Бабушка все глубже погружалась в бездну сознания, которое, не поспевая за временем, отвернулось от будущего и возвращалось по знакомым путям к началу.
Нана’ видела давно ушедших людей, и Нана’ было грустно.
Нана’ было страшно: ей все время казалось, что придут турки.
КОНЕЦ
У нас осталось одно озеро. Озеро, обрамленное кольцами былого полноводья. Озеро - глаз Земли и зеркало неба. Значит, небо - душа Земли. На небе Бог есть. Значит, в душе Бог есть.
Мы низкорослы. Чтобы быть ближе к Земле.
В августе 1920 года во французском городе Севре был подписан одноименный договор, по которому Османская империя, признав независимость армянского государства, отказывалась от прав на возвращенные территории и обязывалась выплатить республике девятнадцать миллиардов золотых франков.
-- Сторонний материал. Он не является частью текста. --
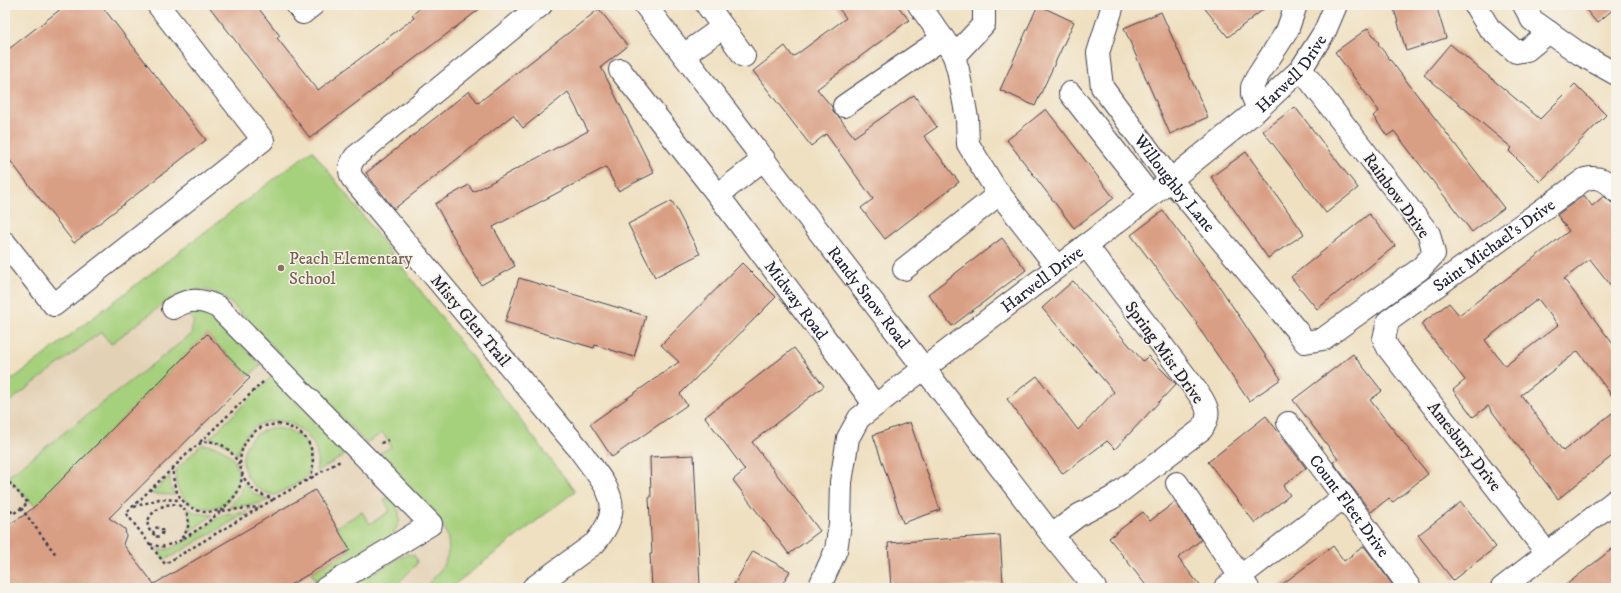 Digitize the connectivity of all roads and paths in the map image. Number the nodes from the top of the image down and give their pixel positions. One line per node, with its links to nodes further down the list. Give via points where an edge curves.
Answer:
1 (158, 5): 31 (street, via 263,140 54,305)
2 (297, 5): 3 (street, via 303,13)
3 (313, 5)
4 (541, 5): 67 (street, Misty Glen Trail, via 355,156 349,171 352,178 579,449 608,491 613,511 602,535 595,543)
5 (645, 5): 17 (street, Randy Snow Road)
6 (707, 5): 14 (street)
7 (919, 5): 16 (street)
8 (984, 5): 16 (street, via 984,24)
9 (1111, 5): 26 (street, Willoughby Lane, via 1098,53 1102,87)
10 (1296, 5): 24 (street, via 1287,31 1252,87 1252,95)
11 (1336, 5): 20 (street, Harwell Drive, via 1325,31)
12 (1475, 5): 15 (street, via 1489,28 1516,52 1527,50)
13 (1524, 5): 15 (street, via 1532,20)
14 (723, 27): 17 (street); 18 (street)
15 (1549, 32): 21 (street, via 1580,54)
16 (949, 47): 23 (street); 28 (street, via 958,70 967,118 968,144)
17 (684, 55): 25 (street, Randy Snow Road)
18 (744, 56)
19 (620, 70): 29 (street, Midway Road)
20 (1301, 70): 24 (street, Harwell Drive); 37 (street, Rainbow Drive, via 1429,234 1434,254 1420,269 1323,339)
21 (1616, 74)
22 (1070, 93): 30 (street)
23 (844, 106)
24 (1258, 109): 26 (street, Harwell Drive)
25 (764, 159): 29 (street); 39 (street, Randy Snow Road)
26 (1170, 179): 30 (street, Harwell Drive); 37 (street, Willoughby Lane)
27 (1616, 191): 36 (street, Saint Michael's Drive, via 1603,179 1585,179 1388,321)
28 (999, 194): 33 (street); 34 (street)
29 (718, 195): 40 (street, Midway Road)
30 (1150, 195): 32 (street, Harwell Drive)
31 (5, 243)
32 (1086, 245): 33 (street, Harwell Drive); 60 (street, Spring Mist Drive, via 1204,402 1208,412 1207,421 1202,429 1112,498 1079,515)
33 (1057, 267): 39 (street, Harwell Drive)
34 (904, 269)
35 (173, 308): 38 (street, via 190,300 200,300 218,307)
36 (1384, 338): 63 (street, Amesbury Drive, via 1388,348)
37 (1305, 342)
38 (278, 367): 42 (path); 43 (street)
39 (924, 368): 40 (street, Harwell Drive); 60 (street, Randy Snow Road)
40 (876, 405): 68 (street, Harwell Drive, via 859,418 848,438 841,482 840,524 836,550)
41 (1288, 423): 50 (street, Count Fleet Drive)
42 (200, 443): 44 (path); 45 (path, via 215,443 230,450)
43 (359, 450): 48 (path); 66 (street, via 431,524)
44 (173, 468): 52 (path, via 173,483); 57 (path)
45 (241, 468): 46 (path); 48 (path, via 241,451 247,440 255,431 278,424 290,426 309,442 314,465)
46 (242, 475): 51 (path, via 258,493); 58 (path, via 241,486 235,497)
47 (5, 478): 56 (path, via 28,503)
48 (311, 478): 51 (path)
49 (1177, 484): 65 (street)
50 (1344, 497): 65 (street); 70 (street, Count Fleet Drive)
51 (274, 499): 55 (path)
52 (180, 500): 57 (path, via 159,499); 58 (path, via 194,510)
53 (1616, 500): 63 (street)
54 (5, 501): 56 (path, via 13,514)
55 (261, 507): 58 (path); 62 (path, via 165,564)
56 (21, 508): 64 (path)
57 (132, 508): 62 (path, via 126,514)
58 (221, 511): 61 (path)
59 (155, 535): 61 (path, via 148,525 151,515 160,507 175,504 186,512 188,519 186,533)
60 (1052, 535): 69 (street, Randy Snow Road)
61 (178, 542): 62 (path, via 161,547)
62 (150, 544)
63 (1547, 553): 71 (street)
64 (57, 556)
65 (1238, 584)
66 (326, 588)
67 (533, 588)
68 (819, 588)
69 (1095, 588)
70 (1410, 588)
71 (1502, 588)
Осенью Турция, поддерживаемая большевистским правительством, откажется ратифицировать договор и предпримет новое наступление на Армению, устроив в Карсе очередную кровавую бойню. Под давлением Советской России Армения подпишет “договор о дружбе и братстве”, и город будет передан Турции.
ПОСЛЕСЛОВИЕ
Армянские семьи, успевшие оставить Карс до наступления кемалистской армии, обосновались в селе Пирмалак (теперь оно называется Татул) близ границы с Турцией. Недалеко от села расположена гора Артин, черная от россыпей обсидиана. С ее вершины видны земли, на которых теперь живут другие, говорят на других языках, молятся другим богам и не помнят тех, кто жил тут раньше; место, где бурная Арпа, берущая свое начало в горных источниках Зангезура и Вардениса, впадает в Аракс; земли, где когда-то был Дом.